The meteorology business is in flux. Anyone with a laptop can download the same datasets from the National Weather Service website that produce the forecasts Al Roker uses on The Today Show. Other publicly available sites offer sophisticated forecasting models, with watches, warnings, and advisories as accurate as any you'll see on the Weather Channel. Demand for weather news is changing, too. People once content to wait 20 minutes for a broadcast update on expected conditions in their part of the country now want a detailed forecast not just about their region, state, or town, but about their neighborhood—and they want it on their phones, anytime, anywhere.

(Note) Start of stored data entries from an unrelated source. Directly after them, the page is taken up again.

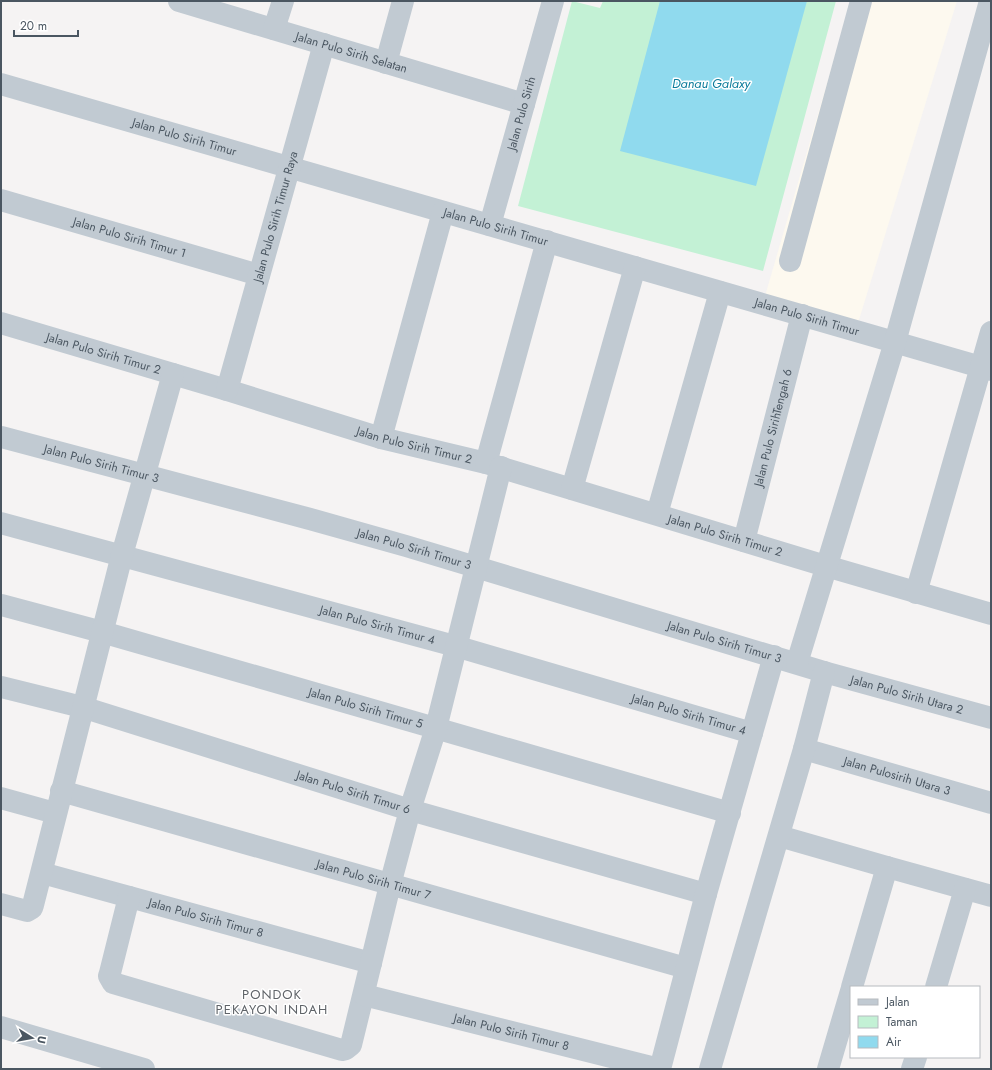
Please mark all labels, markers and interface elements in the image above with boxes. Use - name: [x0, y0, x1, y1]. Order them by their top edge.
- scale bar: [14, 12, 78, 38]
- text: 20 m: [20, 17, 47, 35]
- street label: Jalan Pulo Sirih Selatan: [291, 27, 410, 78]
- street label: Jalan Pulo Sirih: [502, 74, 540, 154]
- water label: Danau Galaxy: [672, 74, 752, 93]
- street label: Jalan Pulo Sirih Timur: [128, 113, 240, 161]
- street label: Jalan Pulo Sirih Timur Raya: [248, 149, 303, 286]
- street label: Jalan Pulo Sirih Timur: [439, 203, 551, 251]
- street label: Jalan Pulo Sirih Timur 1: [69, 212, 188, 262]
- street label: Jalan Pulo Sirih Timur: [751, 293, 862, 341]
- street label: Jalan Pulo Sirih Timur 2: [42, 327, 163, 379]
- street label: Jalan Pulo SirihTengah 6: [749, 367, 797, 491]
- street label: Jalan Pulo Sirih Timur 2: [352, 421, 474, 468]
- street label: Jalan Pulo Sirih Timur 3: [40, 439, 161, 488]
- street label: Jalan Pulo Sirih Timur 2: [664, 509, 785, 561]
- street label: Jalan Pulo Sirih Timur 3: [353, 523, 474, 574]
- street label: Jalan Pulo Sirih Timur 4: [316, 600, 437, 649]
- street label: Jalan Pulo Sirih Timur 3: [663, 616, 784, 668]
- street label: Jalan Pulo Sirih Utara 2: [847, 670, 965, 719]
- street label: Jalan Pulo Sirih Timur 5: [304, 682, 425, 733]
- street label: Jalan Pulo Sirih Timur 4: [627, 689, 748, 740]
- street label: Jalan Pulosirih Utara 3: [840, 751, 953, 800]
- street label: Jalan Pulo Sirih Timur 6: [292, 765, 413, 819]
- street label: Jalan Pulo Sirih Timur 7: [313, 854, 434, 904]
- street label: Jalan Pulo Sirih Timur 8: [145, 893, 265, 942]
- district label: PONDOK PEKAYON INDAH: [216, 985, 328, 1019]
- legend: [850, 986, 980, 1058]
- text: Jalan: [884, 993, 909, 1011]
- street label: Jalan Pulo Sirih Timur 8: [450, 1008, 571, 1055]
- text: Taman: [886, 1013, 918, 1031]
- north arrow: [12, 1018, 52, 1058]
- text: Air: [886, 1033, 902, 1051]
- text: U: [33, 1035, 50, 1045]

Meisel runs a popular website and Twitter feed serving the upscale suburbs north and east of New York City. Intending merely to aggregate forecasts from the weather services and certain commercial sites, he started laying odds on school closures in an attempt to boost his traffic. It worked. Thousands of kids hoping to learn whether to do their homework the night of a snowstorm started visiting his site. Incorporating indispensable local knowledge into his forecasts—such as a particular superintendent’s track record on delays and closings—Meisel differentiated himself from big-city broadcasters in New York, New Haven, and Hartford. Parents in towns such as Greenwich, Darien, and Stamford started pestering their districts to respond to Meisel’s predictions. His popularity—and his All-Star batting average—earned the enmity of school officials, who resented being publicly second-guessed by a kid.

“They sometimes take it a little personally,” Meisel admits.

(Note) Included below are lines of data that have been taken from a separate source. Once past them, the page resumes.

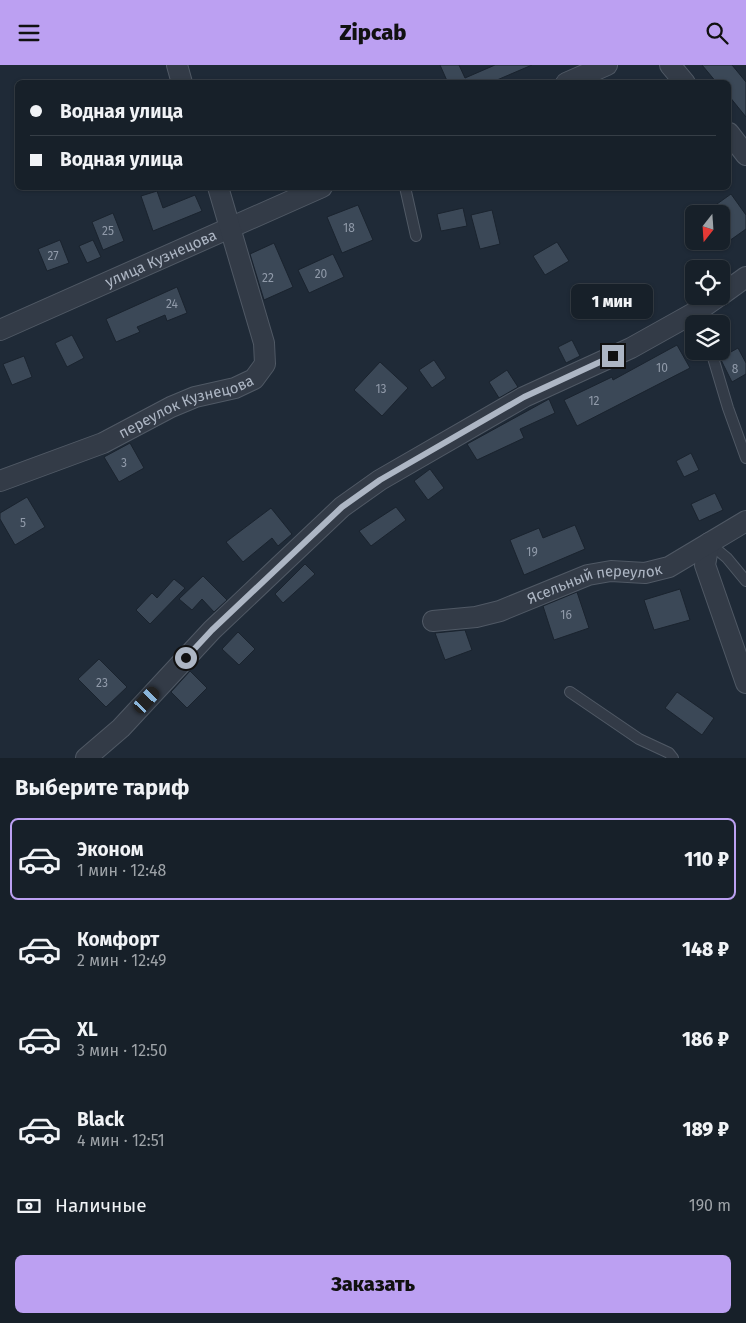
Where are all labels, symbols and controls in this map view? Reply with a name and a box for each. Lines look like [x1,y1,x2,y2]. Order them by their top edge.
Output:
icon: menu [15,19,43,47]
text: Zipcab [339,19,407,46]
icon: search [703,19,731,47]
text: Водная улица [60,100,183,123]
text: Водная улица [60,148,183,171]
north arrow [685,205,730,250]
map controls [685,205,730,360]
house number: 18 [343,221,355,235]
house number: 25 [102,224,114,238]
street label: улица Кузнецова [102,226,219,291]
house number: 27 [47,249,59,263]
button: locate [685,260,730,305]
house number: 20 [315,267,328,281]
house number: 22 [262,271,274,285]
callout: 1 мин [572,283,654,319]
text: 1 мин [592,292,632,311]
house number: 24 [166,297,179,311]
button: layers [685,315,730,360]
route end [602,345,624,367]
house number: 10 [656,361,668,375]
house number: 8 [732,362,739,376]
street label: переулок Кузнецова [115,371,257,442]
house number: 13 [375,382,387,396]
house number: 12 [588,394,600,408]
house number: 3 [121,456,127,470]
house number: 5 [20,516,26,530]
house number: 19 [526,545,538,559]
street label: Ясельный переулок [525,560,664,608]
house number: 16 [560,608,572,622]
route start [175,647,197,669]
house number: 23 [96,676,108,690]
car [131,684,162,716]
text: Выберите тариф [15,774,190,801]
icon: car [17,837,62,882]
text: Эконом [77,838,144,861]
text: 110 ₽ [684,848,729,871]
text: 1 мин · 12:48 [77,861,166,880]
icon: car [17,927,62,972]
text: Комфорт [77,928,159,951]
text: 148 ₽ [682,938,729,961]
text: 2 мин · 12:49 [77,951,167,970]
icon: car [17,1017,62,1062]
text: XL [77,1018,98,1041]
text: 186 ₽ [682,1028,729,1051]
text: 3 мин · 12:50 [77,1041,167,1060]
icon: car [17,1107,62,1152]
text: Black [77,1108,124,1131]
text: 189 ₽ [682,1118,729,1141]
text: 4 мин · 12:51 [77,1131,165,1150]
icon: cash [15,1192,43,1220]
text: Наличные [55,1194,147,1217]
text: 190 m [689,1196,731,1215]
button: Заказать [15,1255,731,1313]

Professionals are starting to take notice. “Meteorology is traditionally a tough field to break into,” says Tom Lloyd, JetBlue airlines’ manager of meteorology and route optimization and a resident of nearby Fairfield, Connecticut. “So given his youth and lack of training, what he’s doing is impressive.” But, Lloyd is quick to add, without professional certification from the National Weather Association or the American Meteorological Society, Meisel should be thought of as little more than a knowledgeable enthusiast. “Meteorological training is a lot of hard physics and math. You’ve got to pay your dues.”

Meisel is unfazed. “I don’t have a degree in climatology or meteorology,” he concedes. “So I never expected to compete at the highest levels.” But he is competing, in part, because he offers his followers a more locally tailored forecast. Calling the weather, he says, remains something of a guessing game. “Especially with a smaller storm—a few inches of snow—the timing on that can completely change overnight,” he says. “If you’re smart and you’ve done your research, your guess is going to be just about as good as anyone else’s.”

In October 2012, Superstorm Sandy provided Meisel with a unique opportunity to show his stuff. He challenged New York City mayor Michael Bloomberg’s early claim that the storm would cause less damage than Tropical Storm Irene, which had devastated Connecticut’s southern coast the year before. Meisel was among the first to predict that Sandy’s storm surge would flood Gotham’s subway system. He was right.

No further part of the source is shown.